The sixth annual Amazon Web Services (AWS) Re:Invent conference was held last week in Las Vegas. Like years past, 2017 Re:Invent was a dizzying week of new announcements, enhancements to existing products, and interesting prognostications on the future of cloud computing.

The first Re:Invent conference was held in 2012. 6000 attendees gorged themselves on keynotes, sessions, hackathons, bootcamps, cloud evangelism, and video games. Not much has changed, except for the number of attendees. 2017 boasted 43,000 attendees with a conference campus spread across multiple venues on the Las Vegas strip. It was not difficult to get your 10,000 steps in this year.
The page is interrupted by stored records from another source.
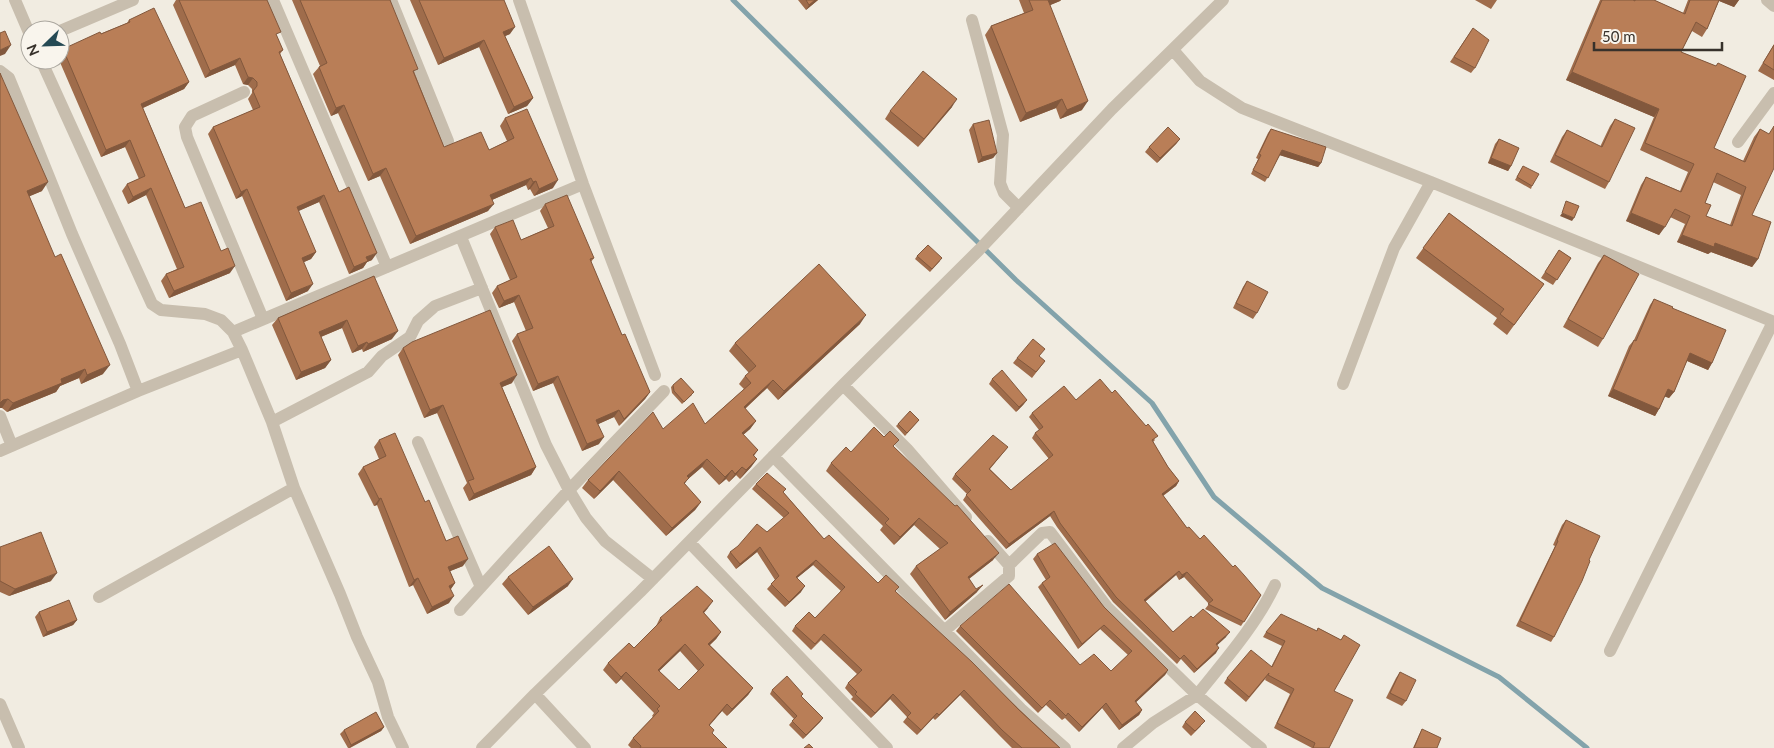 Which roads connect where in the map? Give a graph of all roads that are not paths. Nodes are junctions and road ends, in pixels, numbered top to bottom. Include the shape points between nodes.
1 (15, 0) edge
2 (133, 0) edge
3 (273, 0) edge
4 (391, 0) edge
5 (519, 0) edge
6 (1223, 0) edge
7 (1767, 0) edge
8 (1774, 6) edge
9 (24, 20) edge
10 (972, 20) dead end
11 (70, 27) edge
12 (1173, 50) junction
13 (0, 70) edge
14 (46, 70) edge
15 (244, 92) dead end
16 (1774, 93) edge
17 (448, 140) dead end
18 (1738, 142) dead end
19 (1431, 182) junction
20 (584, 184) junction
21 (1019, 208) junction
22 (461, 237) junction
23 (387, 267) junction
24 (482, 288) junction
25 (263, 319) junction
26 (1773, 322) edge
27 (232, 332) junction
28 (242, 350) junction
29 (655, 375) dead end
30 (1343, 384) dead end
31 (843, 385) junction
32 (138, 391) junction
33 (664, 391) dead end
34 (0, 416) edge
35 (272, 422) junction
36 (418, 442) dead end
37 (12, 446) junction
38 (0, 451) edge
39 (773, 456) junction
40 (294, 488) junction
41 (570, 490) junction
42 (689, 542) junction
43 (1009, 565) junction
44 (653, 579) junction
45 (1275, 585) dead end
46 (481, 587) junction
47 (99, 598) dead end
48 (460, 610) dead end
49 (944, 631) junction
50 (1610, 651) dead end
51 (535, 694) junction
52 (1197, 695) junction
53 (0, 704) edge
54 (20, 748) edge
55 (403, 748) edge
56 (482, 748) edge
57 (585, 748) edge
58 (887, 748) edge
59 (1064, 748) edge
60 (1123, 748) edge
61 (1261, 748) edge

1 - 9 street
2 - 11 street
3 - 23 street
4 - 17 street
5 - 20 street
6 - 12 street
7 - 8 street
10 - 21 street via 1003,135 1000,184
12 - 19 street via 1200,81 1242,108
12 - 21 street via 1112,109
13 - 32 street via 9,78
14 - 27 street via 152,304 161,310 205,314 221,320
15 - 25 street via 192,116 184,128
16 - 18 street
19 - 26 street
19 - 30 street via 1394,248
20 - 22 street
20 - 29 street
21 - 31 street
22 - 23 street
22 - 24 street
23 - 25 street
24 - 35 street via 434,306 418,321 410,337 382,356 368,372
24 - 41 street via 546,445
25 - 27 street
26 - 50 street
27 - 28 street
28 - 32 street
28 - 35 street
31 - 39 street
31 - 43 street via 907,450
32 - 37 street
33 - 41 street
34 - 37 street
35 - 40 street
36 - 46 street
37 - 38 street
39 - 42 street
39 - 49 street
40 - 47 street
40 - 55 street
41 - 44 street via 586,518 605,541
41 - 46 street
42 - 44 street
42 - 58 street
43 - 49 street via 1009,576
43 - 52 street via 1042,533 1050,532 1107,606
44 - 51 street
45 - 52 street via 1232,652
46 - 48 street
49 - 59 street
51 - 56 street
51 - 57 street
52 - 60 street via 1153,723
52 - 61 street
53 - 54 street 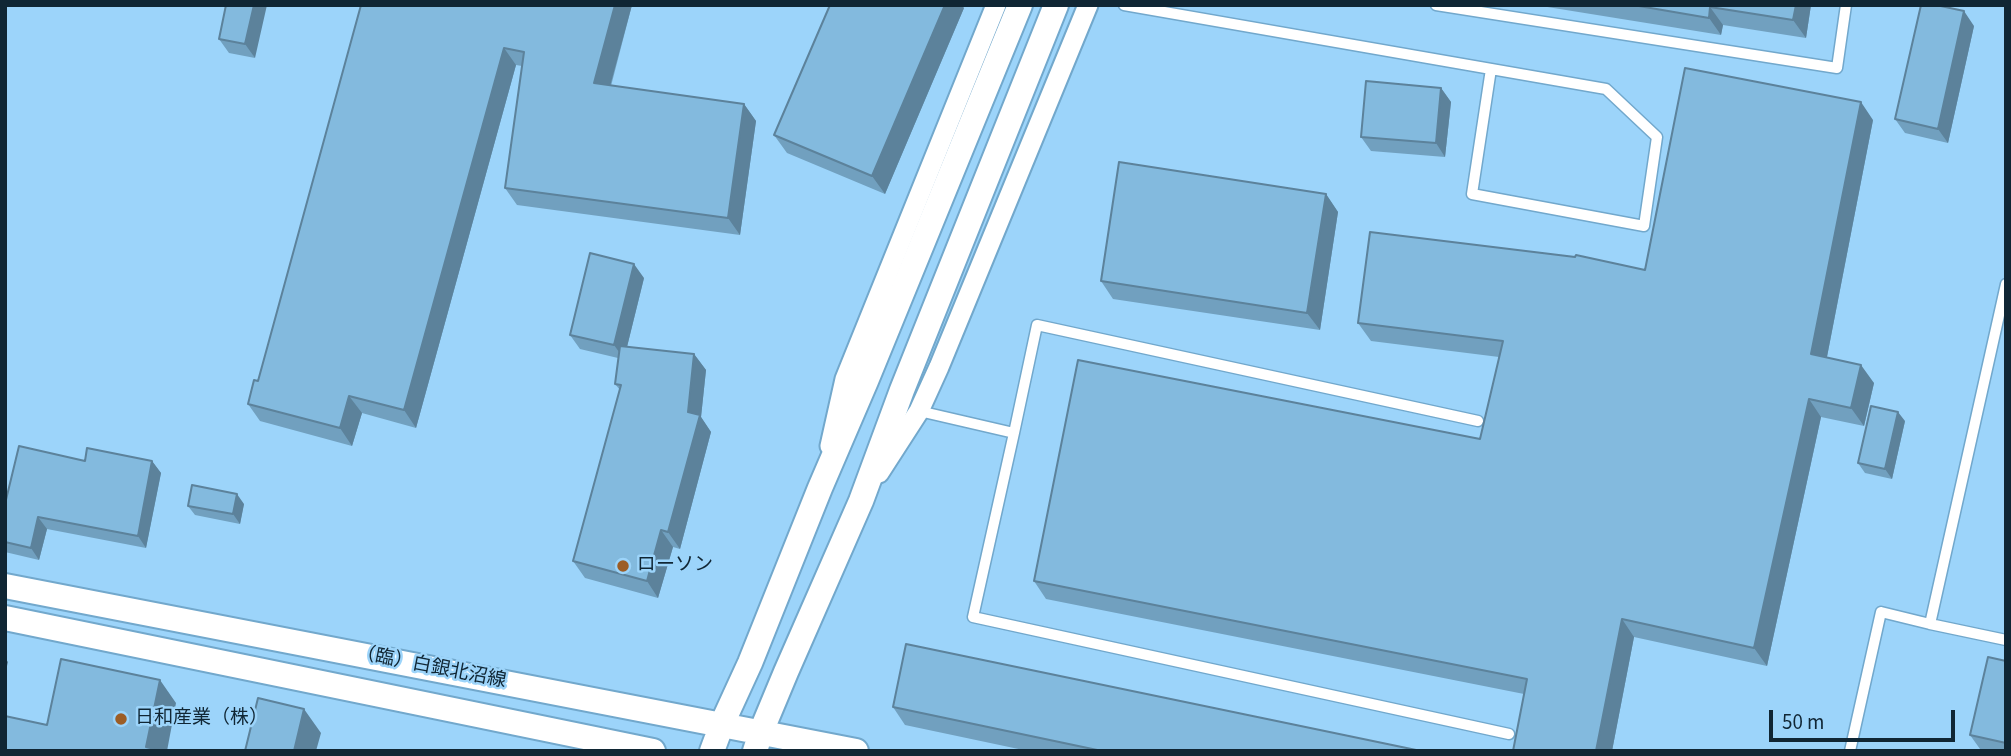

I’ve been fortunate to attend Re:Invent every year. In 2012, I’d already been using AWS for nearly 5 years and was thoroughly convinced of it utility and value. In those early days, there was still a lot of reluctance and skepticism of the cloud, particularly in academic settings. To some extent, these biases still exist which partially explains the slower uptake of the cloud for academic projects. By now, I think it’s overwhelmingly clear that academic compute and basic research projects should be leveraging the many benefits of building and deploying on the cloud.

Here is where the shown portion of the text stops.